There’s also really no excuse to shy away from making videos any longer.
The equipment and software required are inexpensive, accessible and easy you use. If you have a question about any video production tool or technique, you can bet there’s a video tutorial available online.
There are numerous ways to make money and establish thought leadership through video – even if you don’t want to be on camera. One of my favorite examples of this is the “FightMediocrity” channel on YouTube through which they share easy to digest business book summaries via whiteboard videos.
Even if you don’t have the time, energy, equipment or know-how to do it yourself, freelancers selling all manner of video-related services are becoming easy to find and engage directly.
The barriers to entry in video production are crumbling before us – EVERY. SINGLE. DAY. – L. Scott Harrell
So what’s the deal with YouTube? Should your plan for global domination hinge lay on the foundation of YouTube, or nah?
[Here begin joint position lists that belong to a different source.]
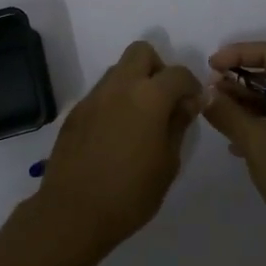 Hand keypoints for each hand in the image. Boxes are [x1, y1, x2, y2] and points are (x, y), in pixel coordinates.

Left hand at [33, 41, 202, 256]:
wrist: (72, 213)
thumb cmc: (130, 193)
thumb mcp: (168, 163)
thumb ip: (179, 124)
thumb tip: (188, 101)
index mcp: (148, 96)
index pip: (178, 73)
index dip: (191, 86)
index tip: (192, 106)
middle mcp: (119, 86)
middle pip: (141, 52)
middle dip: (158, 69)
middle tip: (164, 101)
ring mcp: (93, 97)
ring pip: (119, 70)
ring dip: (134, 83)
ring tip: (140, 120)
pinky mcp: (75, 112)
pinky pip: (101, 93)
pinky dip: (115, 101)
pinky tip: (116, 134)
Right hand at [202, 40, 265, 247]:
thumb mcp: (259, 143)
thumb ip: (229, 114)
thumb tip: (205, 93)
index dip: (237, 53)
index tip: (210, 67)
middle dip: (238, 79)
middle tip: (209, 93)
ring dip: (244, 104)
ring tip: (216, 115)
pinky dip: (256, 126)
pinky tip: (234, 144) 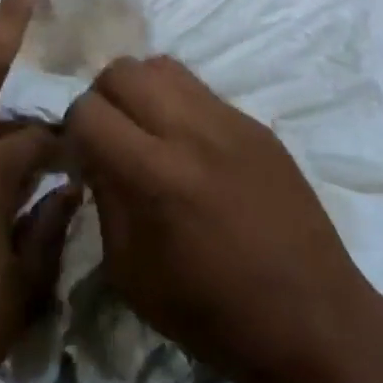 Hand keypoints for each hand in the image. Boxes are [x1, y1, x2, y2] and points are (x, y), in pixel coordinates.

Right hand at [63, 56, 378, 382]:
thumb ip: (105, 201)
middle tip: (111, 138)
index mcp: (154, 174)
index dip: (74, 132)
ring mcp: (229, 120)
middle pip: (122, 70)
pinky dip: (179, 106)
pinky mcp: (256, 123)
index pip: (88, 110)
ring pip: (163, 66)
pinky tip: (190, 148)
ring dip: (141, 92)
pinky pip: (201, 90)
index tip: (82, 158)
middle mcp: (190, 130)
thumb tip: (94, 159)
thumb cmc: (211, 314)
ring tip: (148, 133)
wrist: (308, 316)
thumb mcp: (131, 274)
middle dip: (103, 99) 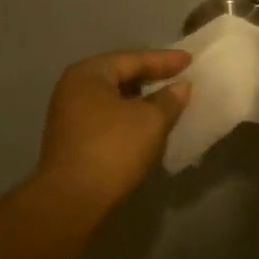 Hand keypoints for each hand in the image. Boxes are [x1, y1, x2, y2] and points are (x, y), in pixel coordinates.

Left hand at [34, 48, 191, 210]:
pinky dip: (127, 118)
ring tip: (166, 102)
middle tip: (178, 78)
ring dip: (139, 100)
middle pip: (118, 76)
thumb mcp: (150, 121)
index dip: (164, 60)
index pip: (132, 59)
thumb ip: (168, 99)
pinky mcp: (71, 140)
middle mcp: (73, 88)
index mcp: (88, 74)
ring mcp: (68, 115)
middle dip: (149, 78)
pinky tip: (145, 126)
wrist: (73, 199)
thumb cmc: (113, 149)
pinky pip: (106, 118)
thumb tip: (180, 87)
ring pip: (112, 99)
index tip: (190, 60) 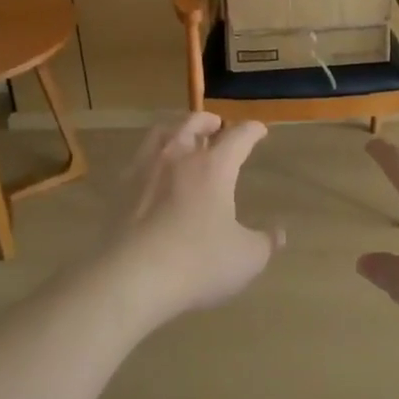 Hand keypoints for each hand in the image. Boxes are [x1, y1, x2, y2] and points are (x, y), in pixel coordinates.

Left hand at [100, 113, 282, 320]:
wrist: (131, 277)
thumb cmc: (197, 263)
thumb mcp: (245, 258)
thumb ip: (265, 243)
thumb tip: (278, 233)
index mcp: (214, 167)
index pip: (238, 136)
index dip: (252, 131)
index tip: (259, 130)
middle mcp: (178, 157)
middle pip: (193, 123)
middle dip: (210, 121)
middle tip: (218, 126)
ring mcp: (145, 169)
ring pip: (161, 132)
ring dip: (177, 130)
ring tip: (182, 139)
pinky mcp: (120, 189)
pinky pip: (139, 158)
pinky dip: (152, 156)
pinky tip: (154, 172) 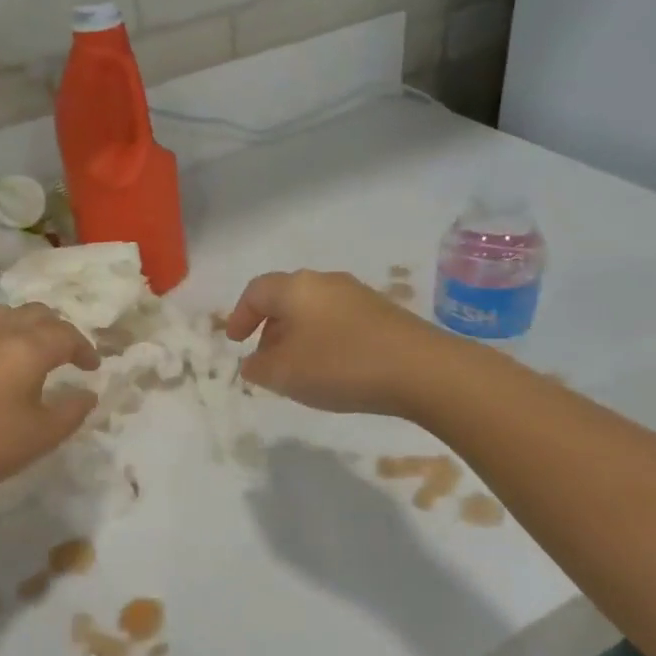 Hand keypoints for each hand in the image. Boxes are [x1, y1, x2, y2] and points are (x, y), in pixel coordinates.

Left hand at [0, 303, 99, 504]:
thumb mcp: (44, 435)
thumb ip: (73, 410)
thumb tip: (88, 394)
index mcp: (28, 348)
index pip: (66, 335)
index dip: (85, 349)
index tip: (94, 368)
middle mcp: (0, 334)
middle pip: (37, 314)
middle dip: (59, 329)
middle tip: (69, 354)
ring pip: (7, 314)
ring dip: (28, 325)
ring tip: (36, 349)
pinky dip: (0, 336)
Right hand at [225, 270, 437, 415]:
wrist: (421, 370)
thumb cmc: (340, 365)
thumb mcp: (285, 374)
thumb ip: (259, 367)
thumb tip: (252, 362)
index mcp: (296, 288)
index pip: (256, 291)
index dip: (240, 315)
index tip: (234, 341)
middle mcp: (325, 282)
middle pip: (286, 298)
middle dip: (269, 327)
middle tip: (264, 358)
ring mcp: (358, 295)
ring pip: (314, 310)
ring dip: (297, 336)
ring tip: (297, 368)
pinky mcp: (383, 314)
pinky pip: (338, 322)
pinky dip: (324, 340)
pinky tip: (332, 369) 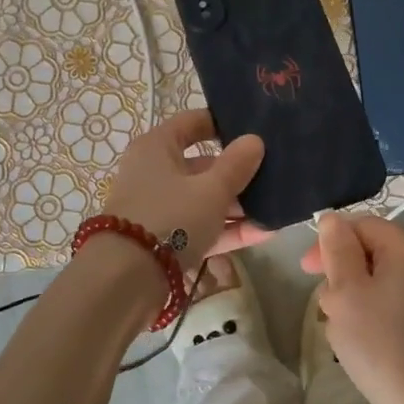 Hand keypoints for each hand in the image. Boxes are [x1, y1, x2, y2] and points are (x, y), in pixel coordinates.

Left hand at [105, 109, 267, 269]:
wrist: (127, 281)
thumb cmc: (171, 218)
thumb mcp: (211, 190)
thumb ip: (236, 165)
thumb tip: (255, 140)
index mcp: (157, 147)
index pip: (192, 122)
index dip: (223, 123)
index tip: (256, 129)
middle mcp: (155, 173)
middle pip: (202, 165)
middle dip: (238, 172)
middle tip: (275, 174)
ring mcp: (159, 208)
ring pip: (204, 199)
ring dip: (238, 205)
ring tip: (277, 208)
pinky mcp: (165, 240)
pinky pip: (201, 227)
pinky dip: (228, 229)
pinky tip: (264, 233)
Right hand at [307, 213, 403, 403]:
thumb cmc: (381, 345)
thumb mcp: (346, 293)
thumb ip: (337, 250)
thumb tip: (332, 219)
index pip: (361, 224)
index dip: (330, 241)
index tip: (306, 271)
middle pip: (370, 251)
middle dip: (340, 274)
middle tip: (325, 307)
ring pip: (377, 280)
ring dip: (352, 298)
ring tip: (342, 330)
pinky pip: (391, 303)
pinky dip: (370, 315)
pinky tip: (361, 341) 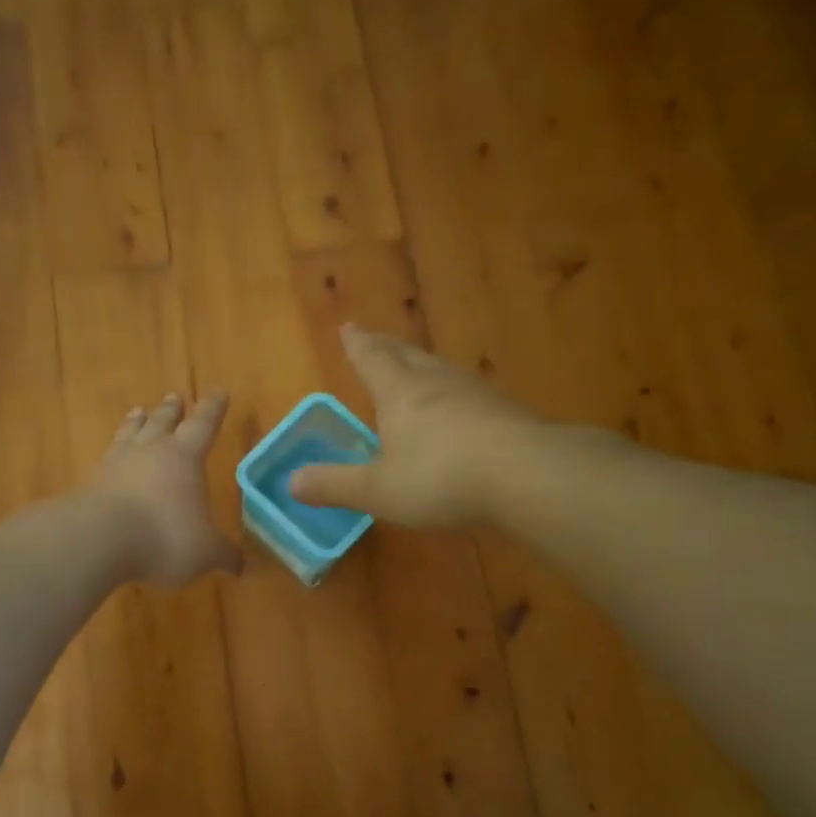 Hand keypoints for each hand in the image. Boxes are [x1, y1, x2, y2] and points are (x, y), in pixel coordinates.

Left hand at [90, 391, 242, 586]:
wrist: (99, 539)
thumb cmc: (165, 537)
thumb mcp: (205, 552)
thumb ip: (223, 555)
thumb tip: (240, 566)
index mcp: (184, 457)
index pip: (203, 424)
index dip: (213, 409)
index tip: (219, 391)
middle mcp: (150, 451)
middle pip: (162, 422)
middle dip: (171, 410)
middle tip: (174, 397)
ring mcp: (116, 464)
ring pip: (130, 433)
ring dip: (136, 422)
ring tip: (138, 412)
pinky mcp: (91, 482)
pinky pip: (105, 459)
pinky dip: (112, 454)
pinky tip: (109, 458)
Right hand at [289, 325, 539, 526]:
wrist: (524, 473)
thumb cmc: (439, 477)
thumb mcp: (377, 489)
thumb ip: (335, 485)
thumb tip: (291, 481)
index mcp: (399, 393)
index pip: (371, 359)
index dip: (357, 345)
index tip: (348, 327)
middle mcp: (434, 382)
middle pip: (406, 354)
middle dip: (385, 346)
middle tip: (373, 337)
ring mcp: (473, 392)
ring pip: (439, 369)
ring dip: (420, 363)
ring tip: (414, 365)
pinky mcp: (503, 411)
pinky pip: (466, 392)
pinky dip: (451, 392)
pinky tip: (459, 405)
I would absolutely agree that even though YouTube has been around since 2005, it is still the land of massive opportunity for people, businesses and brands – but I think that video should also be created and shared natively via Facebook, Instagram and Twitter, too. Depending on the audience, many people and brands are finding it easier to find and gain traction on other social media platforms precisely because of the glut of videos produced by and for a relatively young audience on YouTube.
“Native video content” is video that is sized, formatted and uploaded directly to a specific social media channel opposed a video that is uploaded to one video hosting site, (i.e., YouTube, Vimeo, DailyMotion, etc.) and then sharing the video’s link to other sites like Facebook and Twitter. At its most basic function, (disregarding why content for Facebook and Twitter’s silent auto-play newsfeed behavior in mind) producing content for individual social channels doesn’t take that much more time or effort as long as you’re thinking about video orientation, aspect ratio and your calls to action beforehand. For example, a typical call to action (CTA) on YouTube is the request to the viewer to “give a ‘thumbs up’, subscribe and comment” while on Facebook the CTA is a product of their user interface tools, “like, share and comment.” Similarly, the language used for Twitter video is “retweet and follow.” Personally, I just edit in one of the quick video clips I’ve pre-recorded specifically for YouTube, Facebook and Twitter that has a visual call to action and my social media username along with a voice-over reinforcing the video.
As a video creator, if one of your goals is to monetize your video views it’s important to note that Facebook and Twitter are now beginning to roll out revenue sharing with content creators as well. YouTube is no longer the only way to make money by making videos.
So what I’m getting at is this…
Since (practically) everyone now has easy access to online video and the golden rule of advertising is to be everywhere your audience is at – there really is no reason not to post your video content to multiple social media platforms, especially if you’ve already conquered the process of video production.